Task to carry out: For every line of the material below, check for the string "hand" and return the line if it is there.

Listed entries:
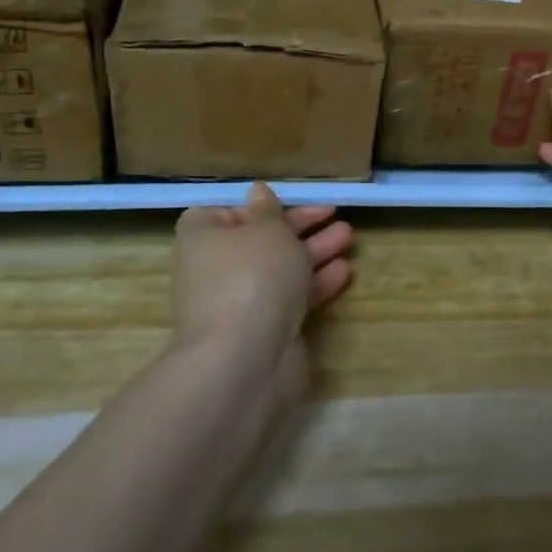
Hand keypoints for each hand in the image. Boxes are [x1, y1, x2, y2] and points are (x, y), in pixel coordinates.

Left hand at [170, 183, 353, 401]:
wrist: (245, 360)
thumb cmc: (252, 276)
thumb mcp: (268, 230)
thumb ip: (269, 210)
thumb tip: (258, 191)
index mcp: (202, 237)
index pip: (222, 212)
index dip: (254, 207)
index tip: (284, 202)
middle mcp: (215, 269)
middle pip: (260, 240)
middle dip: (299, 227)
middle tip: (334, 214)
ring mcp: (239, 302)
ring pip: (280, 269)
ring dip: (314, 252)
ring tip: (349, 237)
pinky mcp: (264, 330)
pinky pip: (291, 298)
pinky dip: (315, 283)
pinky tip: (345, 271)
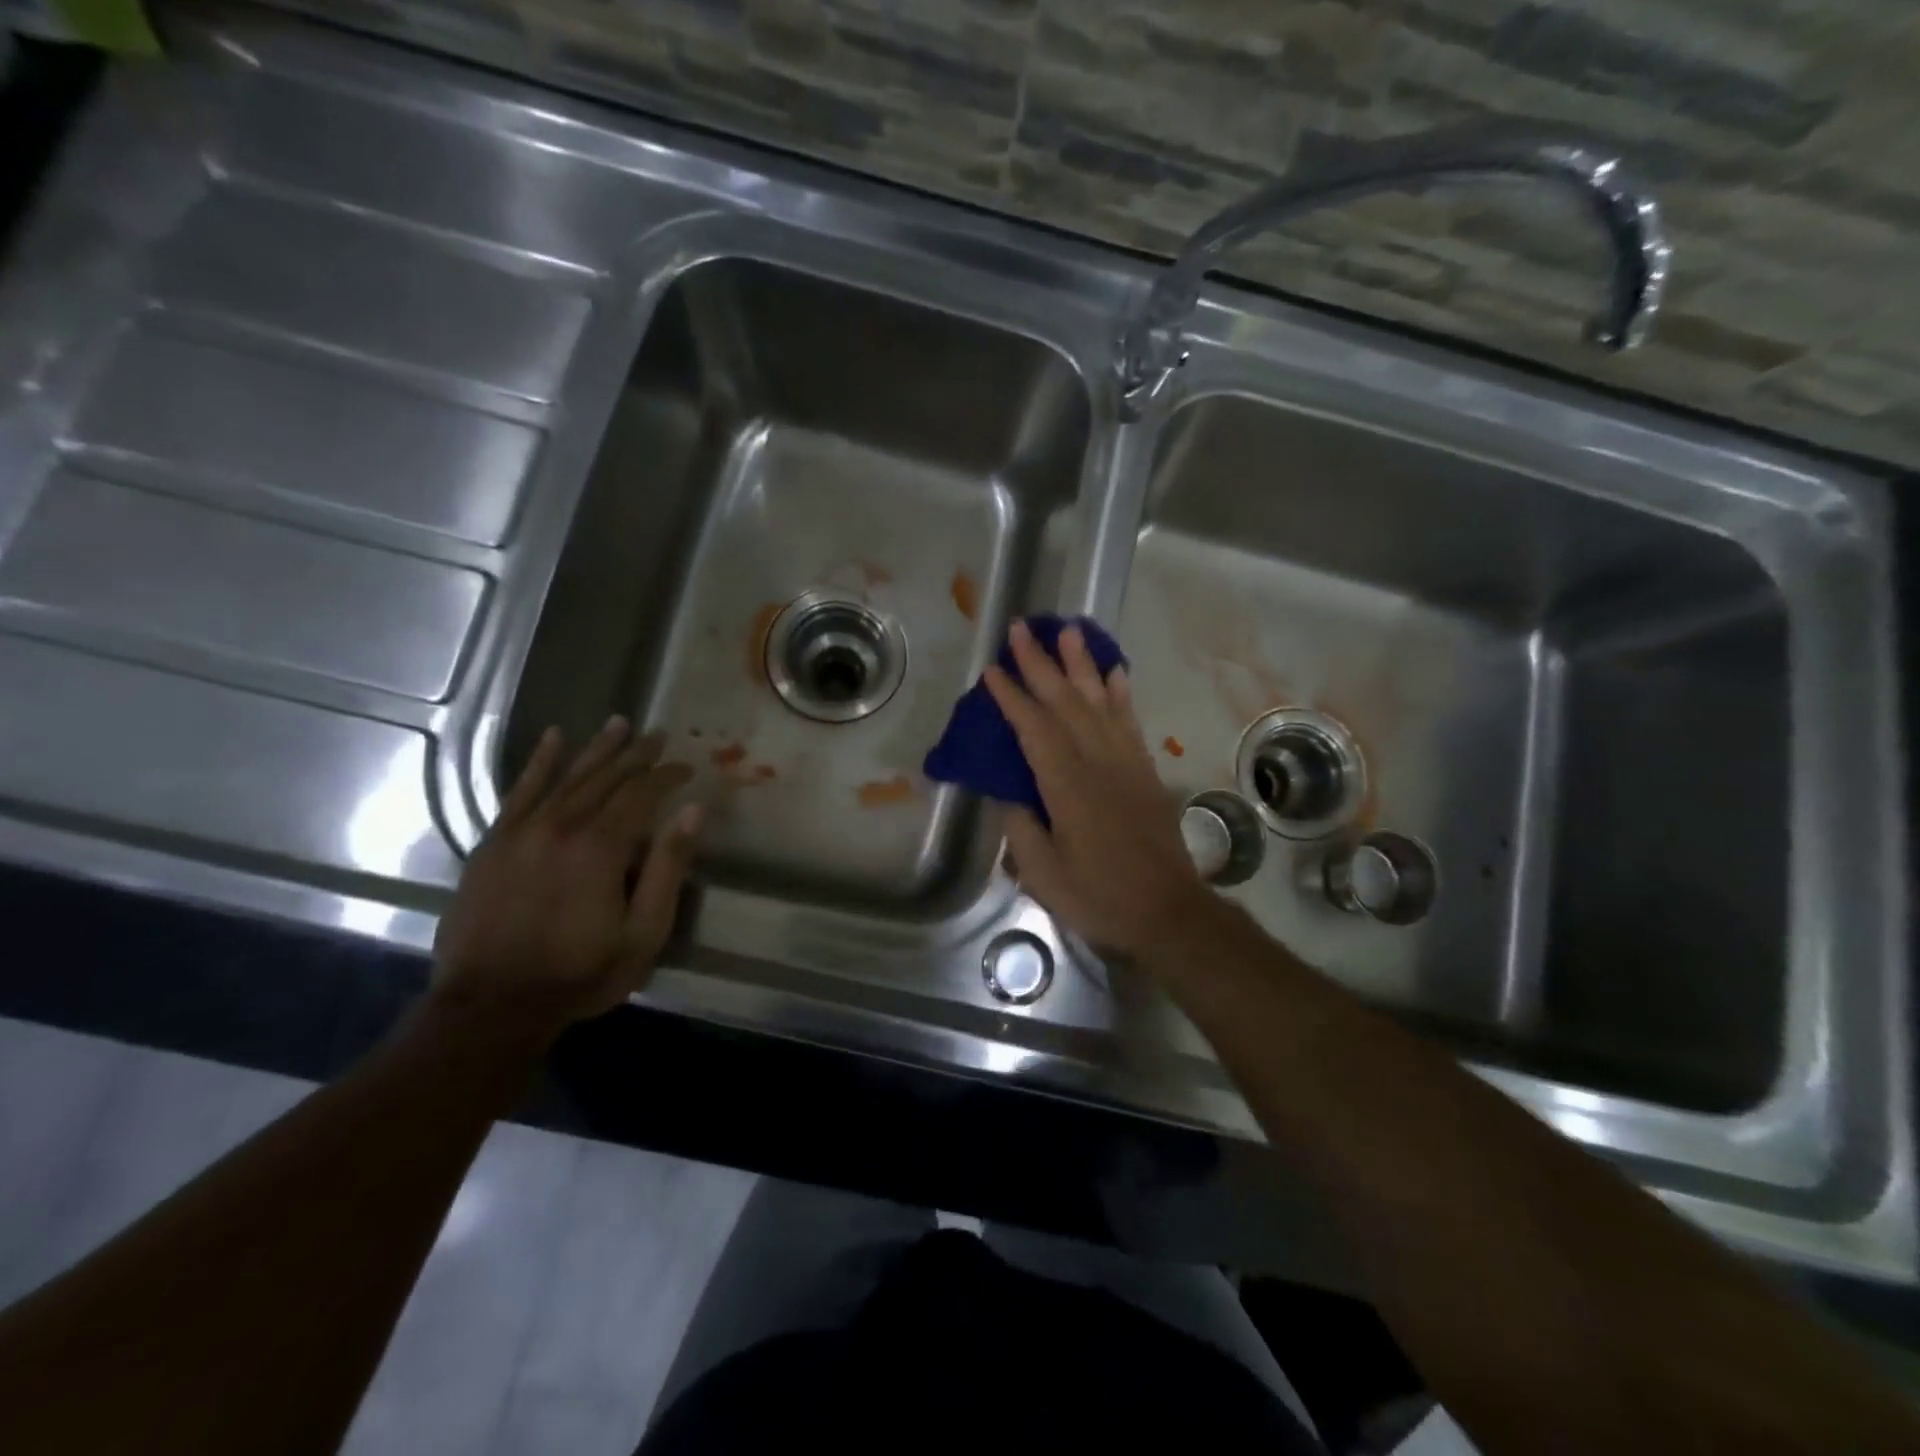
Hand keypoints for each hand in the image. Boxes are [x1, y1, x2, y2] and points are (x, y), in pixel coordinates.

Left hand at [430, 717, 701, 1038]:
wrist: (489, 1008)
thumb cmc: (579, 974)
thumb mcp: (643, 931)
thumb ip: (668, 867)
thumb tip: (694, 810)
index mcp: (601, 847)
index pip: (642, 794)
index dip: (667, 776)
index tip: (688, 767)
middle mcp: (561, 826)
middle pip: (606, 778)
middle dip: (636, 755)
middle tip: (658, 735)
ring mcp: (522, 832)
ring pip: (567, 777)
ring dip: (596, 749)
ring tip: (618, 723)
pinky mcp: (494, 843)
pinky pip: (520, 791)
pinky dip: (539, 763)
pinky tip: (554, 739)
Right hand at [983, 620, 1210, 956]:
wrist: (1168, 911)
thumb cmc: (1100, 896)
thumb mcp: (1044, 875)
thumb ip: (1021, 830)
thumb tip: (1008, 794)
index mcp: (1067, 787)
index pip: (1034, 730)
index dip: (1011, 698)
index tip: (992, 669)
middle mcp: (1098, 763)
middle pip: (1065, 703)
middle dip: (1041, 663)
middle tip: (1023, 627)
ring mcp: (1126, 763)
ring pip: (1100, 702)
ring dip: (1082, 664)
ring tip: (1069, 631)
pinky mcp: (1145, 770)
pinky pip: (1130, 722)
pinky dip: (1121, 693)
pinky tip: (1114, 672)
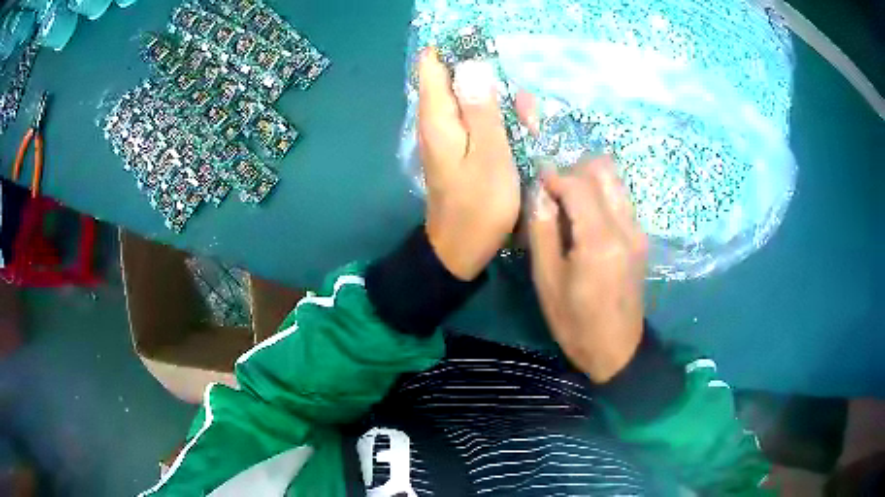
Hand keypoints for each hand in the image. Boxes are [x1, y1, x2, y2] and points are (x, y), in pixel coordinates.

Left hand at [417, 49, 520, 280]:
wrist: (461, 248)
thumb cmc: (479, 205)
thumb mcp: (489, 156)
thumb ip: (482, 110)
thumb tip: (472, 66)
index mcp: (438, 116)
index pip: (432, 63)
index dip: (455, 48)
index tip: (487, 46)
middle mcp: (436, 119)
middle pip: (455, 77)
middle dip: (488, 76)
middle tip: (521, 99)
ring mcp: (446, 133)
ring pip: (469, 98)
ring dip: (498, 99)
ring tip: (528, 119)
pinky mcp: (458, 146)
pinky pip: (474, 118)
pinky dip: (496, 117)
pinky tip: (519, 130)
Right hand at [529, 156, 647, 382]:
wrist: (617, 350)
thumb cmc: (575, 322)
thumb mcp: (547, 279)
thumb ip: (542, 229)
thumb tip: (540, 191)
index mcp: (600, 239)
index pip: (578, 184)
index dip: (554, 177)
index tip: (536, 185)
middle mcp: (625, 226)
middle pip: (603, 170)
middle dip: (574, 172)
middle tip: (554, 195)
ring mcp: (637, 231)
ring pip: (614, 181)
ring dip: (589, 182)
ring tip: (568, 206)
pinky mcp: (641, 238)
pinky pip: (620, 200)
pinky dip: (600, 197)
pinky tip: (585, 221)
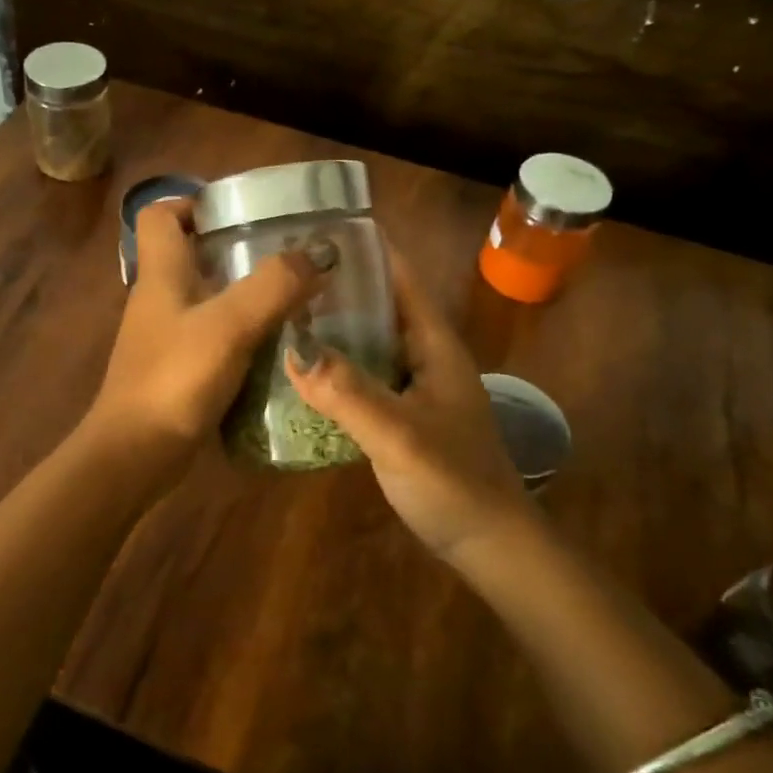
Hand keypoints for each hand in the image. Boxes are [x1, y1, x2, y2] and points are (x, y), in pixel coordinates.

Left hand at [83, 200, 324, 482]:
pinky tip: (278, 343)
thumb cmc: (175, 379)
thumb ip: (274, 286)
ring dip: (245, 292)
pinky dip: (243, 332)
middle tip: (287, 253)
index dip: (194, 202)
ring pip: (207, 297)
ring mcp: (167, 336)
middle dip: (236, 247)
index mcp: (161, 273)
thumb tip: (319, 254)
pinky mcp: (178, 368)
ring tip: (295, 294)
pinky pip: (214, 335)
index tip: (242, 210)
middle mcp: (160, 298)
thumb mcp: (230, 326)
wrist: (135, 454)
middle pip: (191, 253)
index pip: (161, 215)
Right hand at [285, 247, 528, 560]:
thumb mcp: (399, 435)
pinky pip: (364, 375)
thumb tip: (292, 346)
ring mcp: (415, 387)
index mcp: (434, 344)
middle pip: (380, 305)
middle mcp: (425, 356)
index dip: (366, 249)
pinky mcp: (403, 414)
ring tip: (282, 313)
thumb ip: (348, 392)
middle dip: (337, 287)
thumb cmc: (455, 482)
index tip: (318, 227)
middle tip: (282, 273)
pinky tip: (301, 372)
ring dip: (334, 327)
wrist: (491, 544)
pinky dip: (335, 366)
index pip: (400, 278)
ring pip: (369, 341)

Written answer:
Hand keypoints for each hand in the image. Boxes are [x1, y1, x2, y2] and points are (x, y), in pixel coordinates.
Left hand at [170, 183, 353, 401]:
Hand keypoints for each hand in the image. Boxes are [x1, y1, x2, y2] and points are (x, y), in pixel coordinates.
Left hand at [430, 717, 701, 1038]:
Right hand at [983, 620, 1210, 956]:
Hand keypoints for each hand in the image. Boxes are [x1, y1, x2, y2] and points are (x, y), in pixel coordinates.
Left hand at [417, 49, 520, 280]:
Right hand at [529, 156, 647, 382]:
Hand keypoints for each hand in the image. Boxes are [x1, y1, x2, y2] and points are (x, y), in pixel coordinates.
Left hand at [83, 200, 324, 482]:
Right hand at [285, 247, 528, 560]:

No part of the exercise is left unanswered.